Dishes may not get done. Hygiene may slip at times. These are aspects of mental illness that are very real for a lot of people and it’s also the parts of mental illness that tend to be stigmatized pretty harshly. Being able to experience these parts of mental illness while not feeling stressed or worried that a roommate is going to get angry or mad at you can be beneficial, if only because it’s not adding more on your plate to feel bad about.

2. Control control control.

When you live with trauma, it’s easy to seek and need control in a lot of areas in life. Having complete and total control of your space, time, and person is amazing and healing in a lot of ways. It’s also great to be able to control the people in your space. If you’re neurodivergent, I’m pretty sure you’re familiar with what it’s like to have friends you have to mask with and friends you don’t. Having to mask, at random, isn’t ideal. 

3. If you’re an apologist, you finally really have nothing to apologize for.

Once again, mental illness (and neurodivergence as an aside) can cause some less-than-ideal roommate situations. Whether it be chattiness, disorganization, having very specific routines that you need to be followed, sensory sensitivities, clutter, etc., it’s easy to find something to apologize for when you live with someone else. However when you live alone, unless you’re going to apologize to yourself (or someone else when they come over more realistically) you’ll be saying “I’m sorry” a little less, which feels like a weight off someone’s chest in itself. 
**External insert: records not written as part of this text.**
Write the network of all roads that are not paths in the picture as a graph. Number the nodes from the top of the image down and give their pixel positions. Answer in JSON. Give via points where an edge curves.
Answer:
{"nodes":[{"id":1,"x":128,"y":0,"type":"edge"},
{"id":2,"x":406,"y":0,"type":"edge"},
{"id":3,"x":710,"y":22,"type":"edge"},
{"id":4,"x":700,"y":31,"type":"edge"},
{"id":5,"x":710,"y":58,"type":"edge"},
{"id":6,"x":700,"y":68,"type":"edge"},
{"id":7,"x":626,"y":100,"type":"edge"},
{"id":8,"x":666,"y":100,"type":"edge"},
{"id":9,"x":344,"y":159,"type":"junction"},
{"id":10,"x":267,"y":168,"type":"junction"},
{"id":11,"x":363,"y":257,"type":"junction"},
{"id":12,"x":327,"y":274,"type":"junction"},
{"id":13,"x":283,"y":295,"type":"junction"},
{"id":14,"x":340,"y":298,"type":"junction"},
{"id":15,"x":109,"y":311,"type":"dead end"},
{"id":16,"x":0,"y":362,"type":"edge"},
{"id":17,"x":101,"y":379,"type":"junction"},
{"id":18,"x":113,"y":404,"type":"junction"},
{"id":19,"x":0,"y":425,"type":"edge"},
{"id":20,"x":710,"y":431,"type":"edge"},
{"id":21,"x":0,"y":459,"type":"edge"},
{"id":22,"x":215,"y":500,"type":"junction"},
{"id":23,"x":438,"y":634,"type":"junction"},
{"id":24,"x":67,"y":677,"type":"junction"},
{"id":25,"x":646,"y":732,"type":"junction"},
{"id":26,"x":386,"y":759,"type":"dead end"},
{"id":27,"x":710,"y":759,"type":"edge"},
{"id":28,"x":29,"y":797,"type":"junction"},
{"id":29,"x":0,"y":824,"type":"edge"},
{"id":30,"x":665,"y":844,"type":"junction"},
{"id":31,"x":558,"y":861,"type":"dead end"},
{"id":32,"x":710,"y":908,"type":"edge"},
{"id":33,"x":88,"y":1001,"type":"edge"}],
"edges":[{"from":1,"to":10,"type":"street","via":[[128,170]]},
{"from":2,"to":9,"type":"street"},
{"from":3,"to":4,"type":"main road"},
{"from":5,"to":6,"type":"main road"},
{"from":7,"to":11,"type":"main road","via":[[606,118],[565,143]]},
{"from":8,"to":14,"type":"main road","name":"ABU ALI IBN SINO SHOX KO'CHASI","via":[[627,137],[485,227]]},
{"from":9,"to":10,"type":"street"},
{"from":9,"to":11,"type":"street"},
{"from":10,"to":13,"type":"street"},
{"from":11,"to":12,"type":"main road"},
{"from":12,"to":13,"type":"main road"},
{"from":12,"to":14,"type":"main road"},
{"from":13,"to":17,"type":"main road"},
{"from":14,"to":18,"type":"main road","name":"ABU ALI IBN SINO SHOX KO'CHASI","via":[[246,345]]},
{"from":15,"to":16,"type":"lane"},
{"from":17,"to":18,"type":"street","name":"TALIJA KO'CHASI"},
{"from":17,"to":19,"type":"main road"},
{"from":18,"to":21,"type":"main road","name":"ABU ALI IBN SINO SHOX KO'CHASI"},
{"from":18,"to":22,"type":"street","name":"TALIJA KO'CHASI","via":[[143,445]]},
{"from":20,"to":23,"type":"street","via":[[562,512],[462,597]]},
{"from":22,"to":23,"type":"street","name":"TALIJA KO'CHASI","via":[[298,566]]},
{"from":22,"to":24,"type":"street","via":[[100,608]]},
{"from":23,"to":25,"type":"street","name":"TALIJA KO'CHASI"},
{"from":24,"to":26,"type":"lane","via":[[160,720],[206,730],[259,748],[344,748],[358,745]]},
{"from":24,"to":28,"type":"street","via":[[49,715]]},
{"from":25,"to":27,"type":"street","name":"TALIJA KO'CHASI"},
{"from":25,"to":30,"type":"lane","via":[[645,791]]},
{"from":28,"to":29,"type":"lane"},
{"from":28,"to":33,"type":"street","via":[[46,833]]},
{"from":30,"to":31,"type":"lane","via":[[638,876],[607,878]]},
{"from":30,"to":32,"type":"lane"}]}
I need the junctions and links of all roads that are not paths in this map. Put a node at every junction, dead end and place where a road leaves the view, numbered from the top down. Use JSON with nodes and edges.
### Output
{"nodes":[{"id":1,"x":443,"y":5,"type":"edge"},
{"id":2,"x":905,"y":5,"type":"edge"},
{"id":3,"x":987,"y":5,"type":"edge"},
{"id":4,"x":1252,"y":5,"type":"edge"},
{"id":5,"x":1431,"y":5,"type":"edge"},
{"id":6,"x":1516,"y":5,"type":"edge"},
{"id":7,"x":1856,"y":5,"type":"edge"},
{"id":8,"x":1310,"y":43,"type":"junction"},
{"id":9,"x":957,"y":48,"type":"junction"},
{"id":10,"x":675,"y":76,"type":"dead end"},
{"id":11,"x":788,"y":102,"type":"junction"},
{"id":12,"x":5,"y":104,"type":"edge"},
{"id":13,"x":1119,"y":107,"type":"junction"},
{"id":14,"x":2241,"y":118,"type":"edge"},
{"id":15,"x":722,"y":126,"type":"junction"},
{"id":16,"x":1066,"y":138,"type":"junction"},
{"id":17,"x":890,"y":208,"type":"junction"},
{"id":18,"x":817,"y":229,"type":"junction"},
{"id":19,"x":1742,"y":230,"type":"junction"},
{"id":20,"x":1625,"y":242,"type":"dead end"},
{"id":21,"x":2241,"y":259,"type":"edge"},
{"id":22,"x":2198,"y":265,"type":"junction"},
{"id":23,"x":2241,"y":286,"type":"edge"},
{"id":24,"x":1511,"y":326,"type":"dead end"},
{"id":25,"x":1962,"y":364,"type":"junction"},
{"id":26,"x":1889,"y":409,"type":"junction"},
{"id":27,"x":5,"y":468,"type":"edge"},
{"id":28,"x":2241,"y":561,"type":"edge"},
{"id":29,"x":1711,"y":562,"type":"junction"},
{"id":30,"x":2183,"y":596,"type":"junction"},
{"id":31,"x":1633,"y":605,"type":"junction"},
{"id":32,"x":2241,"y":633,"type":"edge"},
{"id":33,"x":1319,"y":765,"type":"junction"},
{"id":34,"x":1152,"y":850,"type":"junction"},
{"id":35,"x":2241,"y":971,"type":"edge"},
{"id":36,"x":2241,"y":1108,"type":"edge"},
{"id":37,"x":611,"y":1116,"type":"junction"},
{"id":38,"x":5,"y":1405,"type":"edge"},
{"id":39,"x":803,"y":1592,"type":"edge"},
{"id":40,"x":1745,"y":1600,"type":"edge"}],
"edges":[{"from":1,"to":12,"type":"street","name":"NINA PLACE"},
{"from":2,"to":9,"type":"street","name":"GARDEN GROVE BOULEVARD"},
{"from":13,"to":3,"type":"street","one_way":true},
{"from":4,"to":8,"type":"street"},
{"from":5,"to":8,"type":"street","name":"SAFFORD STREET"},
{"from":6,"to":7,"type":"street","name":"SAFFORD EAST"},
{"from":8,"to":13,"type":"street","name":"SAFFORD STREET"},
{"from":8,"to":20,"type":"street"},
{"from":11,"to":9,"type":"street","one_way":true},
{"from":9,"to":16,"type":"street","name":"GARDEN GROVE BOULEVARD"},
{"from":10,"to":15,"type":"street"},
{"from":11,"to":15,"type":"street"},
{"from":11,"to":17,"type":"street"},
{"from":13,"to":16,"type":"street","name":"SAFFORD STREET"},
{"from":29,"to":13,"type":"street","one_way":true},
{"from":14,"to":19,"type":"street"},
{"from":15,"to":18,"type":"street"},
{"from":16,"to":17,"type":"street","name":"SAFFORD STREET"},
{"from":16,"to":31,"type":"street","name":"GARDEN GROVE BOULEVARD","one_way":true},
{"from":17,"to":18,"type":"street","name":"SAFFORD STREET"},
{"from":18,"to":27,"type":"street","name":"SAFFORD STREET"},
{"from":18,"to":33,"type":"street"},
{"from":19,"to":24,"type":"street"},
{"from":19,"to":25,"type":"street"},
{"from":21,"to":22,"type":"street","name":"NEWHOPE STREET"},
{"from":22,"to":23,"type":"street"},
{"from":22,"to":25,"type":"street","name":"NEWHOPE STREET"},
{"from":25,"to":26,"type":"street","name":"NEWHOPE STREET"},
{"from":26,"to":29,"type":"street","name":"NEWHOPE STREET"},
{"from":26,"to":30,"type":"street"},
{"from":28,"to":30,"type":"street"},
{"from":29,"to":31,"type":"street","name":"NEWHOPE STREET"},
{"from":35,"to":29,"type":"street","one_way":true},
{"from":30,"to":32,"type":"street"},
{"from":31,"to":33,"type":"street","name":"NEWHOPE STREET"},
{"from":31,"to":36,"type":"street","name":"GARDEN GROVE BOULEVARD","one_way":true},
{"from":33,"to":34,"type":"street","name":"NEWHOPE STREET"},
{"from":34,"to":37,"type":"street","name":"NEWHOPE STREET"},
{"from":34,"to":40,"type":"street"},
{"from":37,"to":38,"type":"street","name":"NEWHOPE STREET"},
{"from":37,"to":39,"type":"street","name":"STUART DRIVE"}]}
The cons of living alone if you live with mental illnesses:

1. You’re alone.

A straightforward truth, and dangerous in a lot of ways.

You’d be alone with suicidality peaks and when you’re craving human touch or connection. Not to mention the times you could just use someone to eat dinner with. Then there are the times your brain is being mean to you and saying your friends hate you, and since you’re alone no one can combat that. Loneliness is dangerous, and at times deadly, especially if you live with mental illnesses. 

2. The weight of the world may feel like it’s on your shoulders, and help can be expensive.

When you live alone, it’s your responsibility to cook, clean, pay bills, take care of any animals or plants, and any other tasks that tend to occur. That can be a lot when like I said earlier, you’re just trying to survive. It’s enough of a chore to exist at times, so you can forget about the ones that come with being an “adult.” Getting help could be as easy as calling a non-judgmental friend, but sometimes we can get in our own way, and any professional help can cost an arm and a leg. 

3. It’s easy to stay in bed too long.

When you live alone, there’s no one to stop you from staying in bed way longer than what’s considered healthy. Sleeping in is fine, but what happens when sleeping becomes a coping mechanism? Sometimes when you live with someone else, there’s incentive to get out of bed. Either that or someone else wakes you up with a question or an errand that has to happen. When you live alone, you have no one to disturb you when you’re depression napping. Sometimes the clinking and clanking of pots being used to cook, or a TV on in the other room, is enough to pull you away from your weighted blanket, and that isn’t inherently a bad thing.

Depending on what specific mental health conditions you live with, the pros and cons may vary. It’s important to weigh them all out before making your decision because living alone isn’t for everyone, regardless of what society may say. At the end of the day, you have to do what’s best for you and your health, and if that means getting a roommate or just being by yourself, then that’s what you do.